Friday, January 2, 2009

One of my favorite movie themes is the space-time continuum theme in which the past can be changed slightly to alter the future significantly. Movies such as the classic “It’s A Wonderful Life,” as well as “Frequency”, “ Terminator”, “Back to the Future” and many others use this theme. I like this theme because I really believe that little things in life that people do can make a huge difference in the lives of others, (hopefully a positive difference).

Little amounts saved regularly early in life and invested wisely, given time and the power of compound interest can grow to huge amounts. That is why I wrote my first book, Making a Million With Only $2000 With Only $2000-Every Young Person Can Do It, to show students how they could accumulate large sums by saving early in life. Although we can’t go back in the past, there is no question that small, wise decisions made today can substantially change someone’s financial future. Small steps now can make a person a prodigious builder of wealth. Conversely, inattention to these small steps can make a person an under accumulator of wealth a “slacker”. In “Back to the Future”, one of the space-time continuum movies I mentioned, Marty McFly played by Michael J. Fox is repeatedly called a “slacker” by the school principal. The principal says that since Marty and his family are all “slackers” that Marty would never amount to anything. In the movie Marty goes back to the past, and changes things that fortunately change the future in a very positive way when he goes “Back to the Future.”

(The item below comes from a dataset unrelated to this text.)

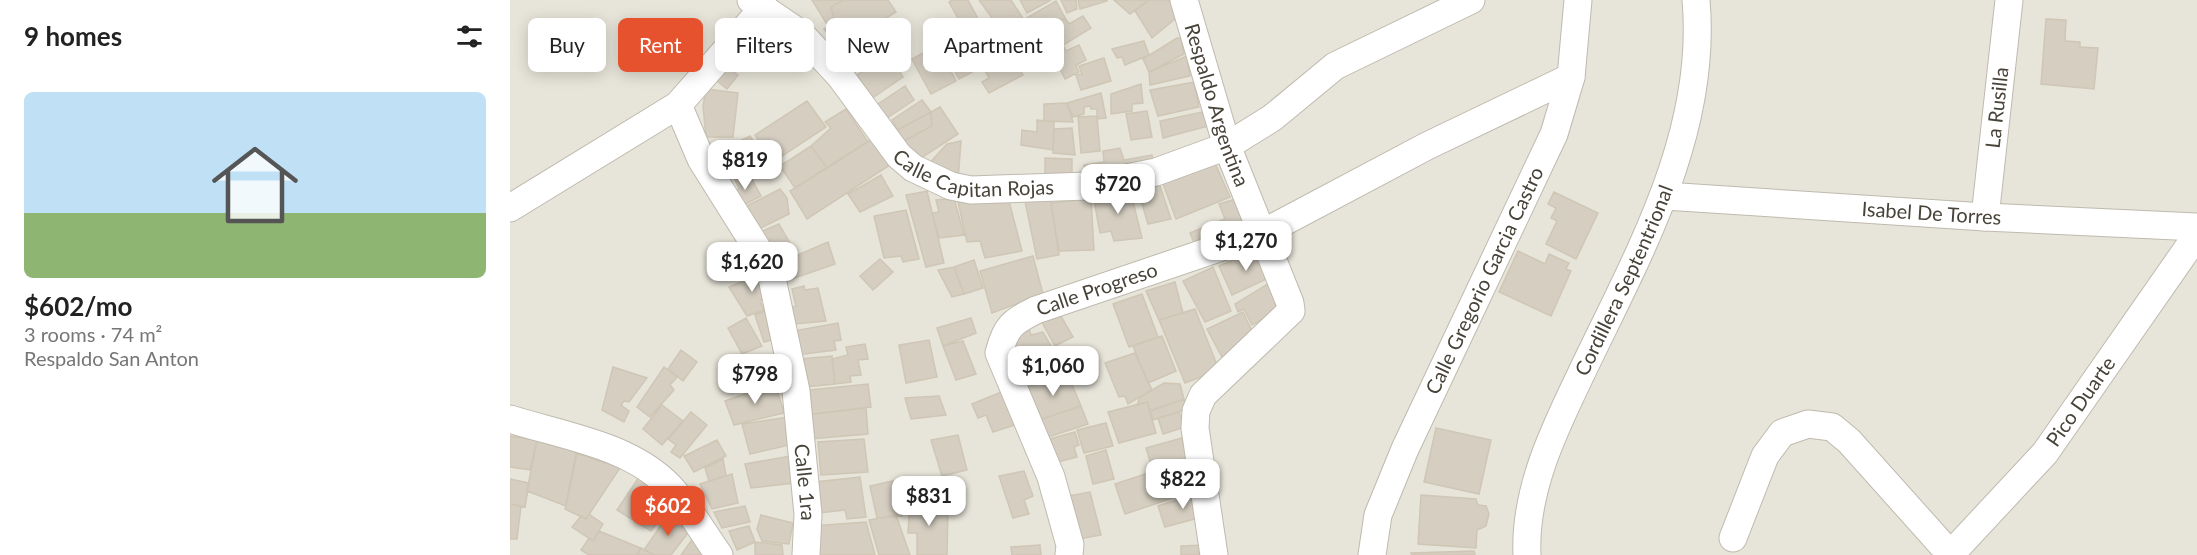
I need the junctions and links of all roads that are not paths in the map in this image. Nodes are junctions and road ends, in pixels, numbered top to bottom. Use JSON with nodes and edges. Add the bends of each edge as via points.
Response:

Several years ago I saved an article from “Money Magazine”; December 2003 entitled The Path to Wealth by Amy Feldman and Donna Rosato. In this article they reprinted a Wealth Test from The Millionaire Next Door written by Thomas J. Stanley and William D. Danko. Although this was written several years ago I think it is still applicable today. A few years worth of inflation is offset by the current drop in housing and stock values so that the test is still applicable today. The results from this test put a person in one of four categories from prodigious saver to the not so good under accumulator or “slacker”. As follows is the test.

  Example Your figures
  1. Your household income
  2. Your age (if both spouse work,
    average age)
  3. Multiply your income by your age
  4. Divide line 3 by 10. What you get
    is the expected average net worth of 
    someone your age.
  5. Put the total amount of what you
    own (your total assets) here minus
    inherited wealth.
  6. Put your total debt here
  7. Subtract line 6 from line 5 to 
    arrive at your net worth
  8. Divide line 7 by line 4. This is your
    final score.
$75,000
40 years

$3,000,000
$300,000


$450,000


$50,000
$400,000

1.33
_________
_________
_________
_________


_________

_________
_________

_________

What does the score mean? A score of 2 or higher means that according to the authors of The Millionaire Next Door, a person ranks in the top 25% and is a prodigious accumulator of wealth. From 1.00 to 1.99 puts a person above average. A score of .51 to .99 is below average. A score of .5 and lower makes you a prodigious under accumulator of wealth- to make a point what I call, in jest, a “slacker.”

If a person is below average, the question becomes how can he increase his saving and investments to increase this score over time? Little changes can make a big difference over time in a person’s financial future. Don’t be a “slacker”. Start controlling expenses, paying off debt and saving and investing today and you can significantly change your financial future. Then when you go “Back to the Future” you can be a prodigious accumulator of wealth.